A few readers have recently asked about the advantages and disadvantages of filing Married Filing Jointly (MFJ) and Married Filing Separately (MFS). This distinction has become especially important for all of those newly married couples out there – including me and Ben! – that must pick one or the other for the first time. So today I’m going to discuss the benefits and detriments of both filing statuses.
The Marriage Penalty
Before I get to the statuses, I should first mention the “marriage penalty.” This phenomenon occurs when a couple that files jointly pays more tax than they would if they filed individually. This usually happens when the spouses have similar incomes, and their combined income pushes them into a higher marginal tax bracket. For more some actual numbers on how this works, check about my previous post on the topic.

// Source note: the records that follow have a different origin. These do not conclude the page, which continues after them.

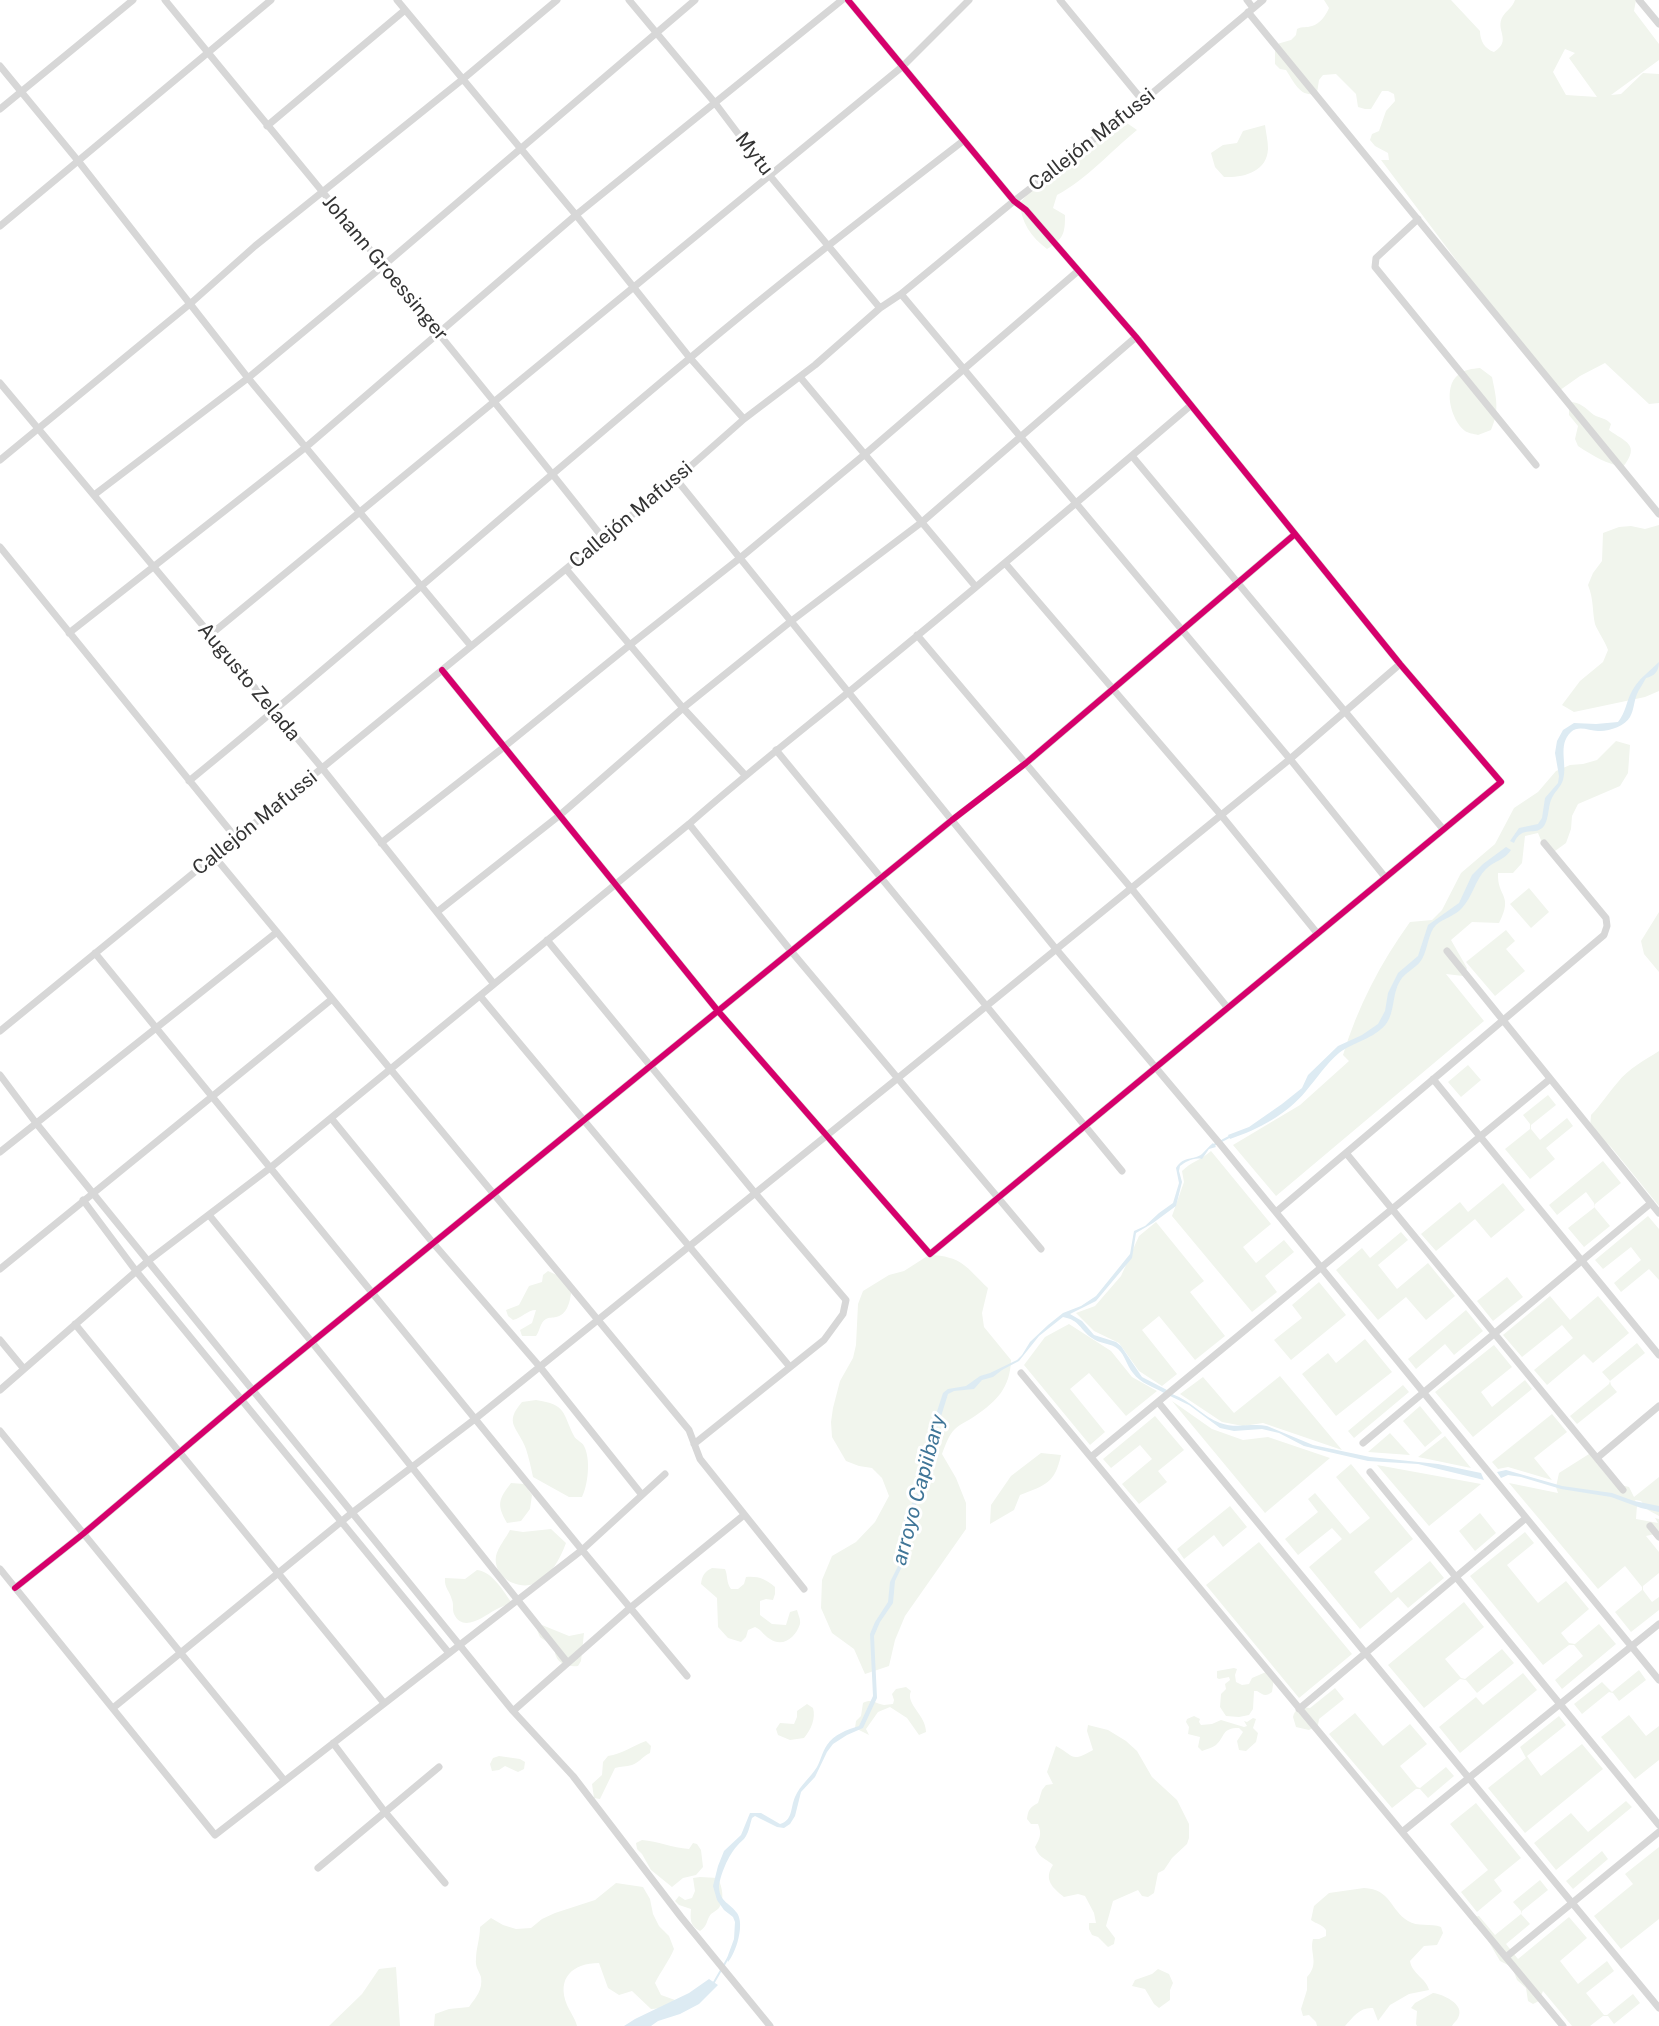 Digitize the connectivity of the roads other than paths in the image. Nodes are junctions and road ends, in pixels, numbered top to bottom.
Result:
1 (133, 0) edge
2 (165, 0) edge
3 (271, 0) edge
4 (397, 0) edge
5 (556, 0) edge
6 (629, 0) edge
7 (695, 0) edge
8 (842, 0) edge
9 (848, 0) edge
10 (969, 0) edge
11 (1060, 0) edge
12 (1247, 0) edge
13 (1263, 0) edge
14 (1639, 0) edge
15 (405, 10) junction
16 (1251, 10) junction
17 (1659, 24) edge
18 (655, 32) junction
19 (209, 54) junction
20 (0, 66) edge
21 (903, 66) junction
22 (463, 79) junction
23 (22, 92) junction
24 (1143, 101) junction
25 (715, 103) junction
26 (0, 110) edge
27 (267, 126) junction
28 (963, 141) junction
29 (519, 148) junction
30 (79, 162) junction
31 (770, 176) junction
32 (322, 193) junction
33 (1014, 201) junction
34 (576, 215) junction
35 (1418, 219) junction
36 (0, 226) edge
37 (830, 245) junction
38 (383, 266) junction
39 (1078, 271) junction
40 (635, 287) junction
41 (901, 294) junction
42 (191, 303) junction
43 (880, 308) junction
44 (440, 333) junction
45 (1136, 337) junction
46 (690, 358) junction
47 (963, 370) junction
48 (800, 377) junction
49 (248, 378) junction
50 (0, 383) edge
51 (494, 402) junction
52 (1190, 406) junction
53 (744, 419) junction
54 (38, 429) junction
55 (1020, 438) junction
56 (306, 447) junction
57 (864, 455) junction
58 (1132, 456) junction
59 (0, 460) edge
60 (1536, 465) dead end
61 (553, 474) junction
62 (676, 479) junction
63 (94, 495) junction
64 (1076, 504) junction
65 (360, 512) junction
66 (1659, 514) edge
67 (922, 522) junction
68 (1295, 534) junction
69 (603, 538) junction
70 (0, 547) edge
71 (740, 558) junction
72 (1005, 563) junction
73 (154, 567) junction
74 (566, 569) junction
75 (1239, 583) junction
76 (420, 585) junction
77 (976, 587) junction
78 (790, 622) junction
79 (1182, 631) junction
80 (69, 633) junction
81 (210, 635) junction
82 (917, 635) junction
83 (631, 644) junction
84 (471, 646) junction
85 (1400, 664) junction
86 (442, 670) junction
87 (1113, 690) junction
88 (849, 692) junction
89 (683, 708) junction
90 (1345, 711) junction
91 (274, 712) junction
92 (504, 747) junction
93 (776, 750) junction
94 (1290, 759) junction
95 (1026, 763) junction
96 (322, 768) junction
97 (745, 774) junction
98 (189, 782) junction
99 (560, 815) junction
100 (1221, 815) junction
101 (952, 820) junction
102 (689, 824) junction
103 (1443, 829) junction
104 (236, 838) junction
105 (381, 843) junction
106 (1544, 843) dead end
107 (214, 856) junction
108 (1385, 877) junction
109 (880, 878) junction
110 (615, 884) junction
111 (1131, 888) junction
112 (437, 912) junction
113 (277, 932) junction
114 (1317, 933) junction
115 (547, 940) junction
116 (1056, 949) junction
117 (791, 951) junction
118 (1447, 951) dead end
119 (95, 953) junction
120 (494, 984) junction
121 (480, 996) junction
122 (332, 999) junction
123 (986, 1006) junction
124 (1227, 1007) junction
125 (718, 1011) junction
126 (1503, 1020) junction
127 (157, 1029) junction
128 (0, 1031) edge
129 (650, 1067) junction
130 (1155, 1067) junction
131 (390, 1069) junction
132 (0, 1075) edge
133 (898, 1078) junction
134 (1433, 1079) junction
135 (1550, 1079) junction
136 (213, 1097) junction
137 (331, 1118) junction
138 (584, 1121) junction
139 (36, 1123) junction
140 (1084, 1126) junction
141 (825, 1136) junction
142 (1480, 1137) junction
143 (0, 1152) edge
144 (1346, 1153) junction
145 (270, 1168) junction
146 (1122, 1171) dead end
147 (94, 1192) junction
148 (755, 1193) junction
149 (494, 1195) junction
150 (997, 1199) junction
151 (84, 1200) junction
152 (1650, 1203) junction
153 (1392, 1209) junction
154 (1276, 1212) junction
155 (1659, 1213) edge
156 (209, 1215) junction
157 (433, 1243) junction
158 (689, 1246) junction
159 (1041, 1249) dead end
160 (148, 1261) junction
161 (1581, 1261) junction
162 (1321, 1268) junction
163 (0, 1269) edge
164 (136, 1271) junction
165 (373, 1293) junction
166 (598, 1320) junction
167 (75, 1324) junction
168 (1494, 1334) junction
169 (0, 1340) edge
170 (313, 1342) junction
171 (1659, 1355) edge
172 (540, 1367) junction
173 (790, 1367) junction
174 (24, 1369) junction
175 (1021, 1373) dead end
176 (0, 1390) edge
177 (252, 1391) junction
178 (1424, 1393) junction
179 (242, 1400) junction
180 (1158, 1402) junction
181 (1659, 1406) edge
182 (476, 1419) junction
183 (0, 1431) edge
184 (1363, 1443) dead end
185 (694, 1444) junction
186 (180, 1453) junction
187 (1091, 1457) junction
188 (1597, 1458) junction
189 (411, 1468) junction
190 (1370, 1473) dead end
191 (665, 1474) dead end
192 (1623, 1490) dead end
193 (642, 1495) junction
194 (353, 1512) junction
195 (744, 1515) junction
196 (1526, 1518) junction
197 (342, 1521) junction
198 (1650, 1526) dead end
199 (83, 1534) junction
200 (1659, 1537) edge
201 (582, 1550) junction
202 (0, 1569) edge
203 (278, 1573) junction
204 (1455, 1577) junction
205 (15, 1588) junction
206 (804, 1589) dead end
207 (518, 1600) junction
208 (630, 1608) junction
209 (1659, 1624) edge
210 (460, 1644) junction
211 (1632, 1647) junction
212 (181, 1653) junction
213 (449, 1653) junction
214 (1366, 1653) junction
215 (567, 1662) junction
216 (687, 1676) dead end
217 (1659, 1680) edge
218 (384, 1703) junction
219 (1560, 1704) junction
220 (112, 1708) junction
221 (1299, 1708) junction
222 (513, 1711) junction
223 (333, 1743) junction
224 (439, 1767) dead end
225 (1469, 1778) junction
226 (284, 1780) junction
227 (385, 1812) junction
228 (1659, 1825) edge
229 (1402, 1832) junction
230 (1659, 1832) edge
231 (318, 1868) dead end
232 (445, 1883) dead end
233 (1572, 1903) junction
234 (1506, 1957) junction
235 (1659, 2008) edge
236 (770, 2026) edge
237 (1563, 2026) edge

1 - 23 street
2 - 19 street, Johann Groessinger
3 - 19 street
4 - 15 street
5 - 22 street
6 - 18 street, Mytu
7 - 18 street
8 - 25 street
9 - 21 street
10 - 21 street
11 - 24 street
12 - 16 street
13 - 16 street, Callejón Mafussi
14 - 17 street
15 - 22 street
15 - 27 street
16 - 24 street, Callejón Mafussi
16 - 35 street
18 - 25 street, Mytu
18 - 29 street
19 - 27 street, Johann Groessinger
19 - 30 street
20 - 23 street
21 - 28 street
21 - 31 street
22 - 29 street
22 - 32 street
23 - 26 street
23 - 30 street
24 - 33 street, Callejón Mafussi
25 - 31 street, Mytu
25 - 34 street
27 - 32 street, Johann Groessinger
28 - 33 street
28 - 37 street
29 - 34 street
29 - 38 street
30 - 36 street
30 - 42 street
31 - 37 street, Mytu
31 - 40 street
32 - 38 street, Johann Groessinger
32 - 42 street
33 - 39 street
33 - 41 street, Callejón Mafussi
34 - 40 street
34 - 44 street
35 - 60 street
35 - 66 street
37 - 43 street, Mytu
37 - 46 street
38 - 44 street, Johann Groessinger
38 - 49 street
39 - 45 street
39 - 47 street
40 - 46 street
40 - 51 street
41 - 43 street, Callejón Mafussi
41 - 47 street
42 - 49 street
42 - 54 street
43 - 48 street, Callejón Mafussi
44 - 51 street, Johann Groessinger
44 - 56 street
45 - 52 street
45 - 55 street
46 - 53 street
46 - 61 street
47 - 55 street
47 - 57 street
48 - 53 street, Callejón Mafussi
48 - 57 street
49 - 56 street
49 - 63 street
50 - 54 street, Augusto Zelada
51 - 61 street, Johann Groessinger
51 - 65 street
52 - 58 street
52 - 68 street
53 - 62 street, Callejón Mafussi
54 - 59 street
54 - 63 street, Augusto Zelada
55 - 64 street
55 - 67 street
56 - 65 street
56 - 73 street
57 - 67 street
57 - 71 street
58 - 64 street
58 - 75 street
61 - 69 street, Johann Groessinger
61 - 76 street
62 - 69 street, Callejón Mafussi
62 - 71 street
63 - 73 street, Augusto Zelada
64 - 72 street
64 - 79 street
65 - 76 street
65 - 81 street
67 - 77 street
67 - 78 street
68 - 75 street
68 - 85 street
69 - 74 street, Callejón Mafussi
70 - 80 street
71 - 78 street
71 - 83 street
72 - 77 street
72 - 87 street
73 - 80 street
73 - 81 street, Augusto Zelada
74 - 83 street
74 - 84 street, Callejón Mafussi
75 - 79 street
75 - 90 street
76 - 84 street
76 - 91 street
77 - 82 street
78 - 88 street
78 - 89 street
79 - 87 street
79 - 94 street
80 - 98 street
81 - 91 street, Augusto Zelada
82 - 88 street
82 - 95 street
83 - 89 street
83 - 92 street
84 - 86 street, Callejón Mafussi
85 - 90 street
85 - 103 street
86 - 92 street
86 - 96 street, Callejón Mafussi
87 - 95 street
87 - 100 street
88 - 93 street
88 - 101 street
89 - 97 street
89 - 99 street
90 - 94 street
90 - 103 street
91 - 96 street, Augusto Zelada
91 - 98 street
92 - 99 street
92 - 105 street
93 - 97 street
93 - 109 street
94 - 100 street
94 - 108 street
95 - 101 street
95 - 111 street
96 - 104 street, Callejón Mafussi
96 - 105 street, Augusto Zelada
97 - 102 street
98 - 104 street
99 - 110 street
99 - 112 street
100 - 111 street
100 - 114 street
101 - 109 street
101 - 116 street
102 - 110 street
102 - 117 street
103 - 108 street
104 - 107 street, Callejón Mafussi
105 - 112 street, Augusto Zelada
106 - 126 street
107 - 113 street
107 - 119 street, Callejón Mafussi
108 - 114 street
109 - 117 street
109 - 123 street
110 - 115 street
110 - 125 street
111 - 116 street
111 - 124 street
112 - 120 street, Augusto Zelada
113 - 122 street
113 - 127 street
114 - 124 street
115 - 120 street
115 - 129 street
116 - 123 street
116 - 130 street
117 - 125 street
117 - 133 street
118 - 126 street
119 - 127 street
119 - 128 street, Callejón Mafussi
120 - 121 street
121 - 131 street
121 - 138 street
122 - 131 street
122 - 136 street
123 - 133 street
123 - 140 street
124 - 130 street
125 - 129 street
125 - 141 street
126 - 134 street
126 - 135 street
127 - 136 street
127 - 139 street
129 - 138 street
129 - 148 street
130 - 140 street
130 - 154 street
131 - 137 street
131 - 149 street
132 - 139 street
133 - 141 street
133 - 150 street
134 - 142 street
134 - 144 street
135 - 142 street
135 - 152 street
136 - 145 street
136 - 147 street
137 - 145 street
137 - 157 street
138 - 149 street
138 - 158 street
139 - 143 street
139 - 147 street
140 - 146 street
140 - 150 street
141 - 148 street
141 - 150 street
142 - 153 street
142 - 161 street
144 - 153 street
144 - 154 street
145 - 156 street
145 - 165 street
147 - 151 street
147 - 160 street
148 - 158 street
148 - 173 street
149 - 157 street
149 - 166 street
150 - 159 street
151 - 163 street
151 - 164 street
152 - 155 street
152 - 161 street
153 - 162 street
153 - 168 street
154 - 162 street
156 - 160 street
156 - 170 street
157 - 165 street
157 - 172 street
158 - 166 street
158 - 173 street
160 - 164 street
160 - 177 street
161 - 168 street
161 - 171 street
162 - 178 street
162 - 180 street
164 - 167 street
164 - 179 street
165 - 170 street
165 - 182 street
166 - 172 street
166 - 185 street
167 - 174 street
167 - 186 street
168 - 178 street
168 - 188 street
169 - 174 street
170 - 177 street
170 - 189 street
172 - 182 street
172 - 193 street
173 - 185 street
174 - 176 street
175 - 187 street
177 - 179 street
177 - 194 street
178 - 184 street
178 - 196 street
179 - 186 street
179 - 197 street
180 - 187 street
180 - 214 street
181 - 188 street
182 - 189 street
182 - 201 street
183 - 199 street
185 - 195 street
186 - 199 street
186 - 203 street
187 - 221 street
188 - 192 street
189 - 194 street
189 - 207 street
190 - 204 street
191 - 193 street
193 - 201 street
194 - 197 street
194 - 210 street
195 - 206 street
195 - 208 street
196 - 204 street
196 - 211 street
197 - 203 street
197 - 213 street
198 - 200 street
199 - 205 street
199 - 212 street
201 - 207 street
201 - 208 street
202 - 205 street
203 - 212 street
203 - 218 street
204 - 214 street
204 - 219 street
205 - 220 street
207 - 210 street
207 - 215 street
208 - 215 street
208 - 216 street
209 - 211 street
210 - 213 street
210 - 222 street
211 - 217 street
211 - 219 street
212 - 220 street
212 - 226 street
213 - 218 street
214 - 221 street
214 - 225 street
215 - 222 street
218 - 223 street
219 - 225 street
219 - 228 street
220 - 226 street
221 - 229 street
222 - 236 street
223 - 226 street
223 - 227 street
224 - 227 street
225 - 229 street
225 - 233 street
227 - 231 street
227 - 232 street
229 - 234 street
230 - 233 street
233 - 234 street
233 - 235 street
234 - 237 street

General Rule – File Jointly
In most cases, you will get a bigger benefit from filing MFJ rather than MFS. Congress has written the tax code in such a way that it favors the MFJ status and limits some adjustments, credits, and deductions when you choose to file MFS. Some of the credits and deductions that are completely eliminated when filing MFS include:
- The student loan interest deduction
- The American Opportunity Credit and Lifetime Learning Credit for higher education expenses
- The deduction for college tuition expenses
- The Earned Income Credit
- The adoption credit
- Tax-free exclusion of Social Security benefits
- The credit for the elderly and disabled
You can get around the MFS limitations in some situations if you didn’t live with your spouse the entire year or the last six months of the year and have a dependent. In addition, some deductions like the ones for net capital losses and traditional IRA contributions don’t eliminate the benefit entirely but severely reduce it.
Either way, filing MFS can really hinder your ability to take advantage of thee benefits.
Where Filing Separately May Help
There are certain circumstances where you would be better off filing MFS, rather than a joint return.
- Keeping Liabilities Separate. When you file a joint return, both spouses are Jointly and Severally liable for the debt, meaning the IRS can collect from either and/or both of you. Many of my clients have liabilities for multiple years, so often a new spouse doesn’t want anything to do with the past situation or future repercussions like losing refunds to the prior debt. And while a new spouse will not be liable for prior debts, being married and incurring a new joint liability will affect how the IRS considers resolution options on a case.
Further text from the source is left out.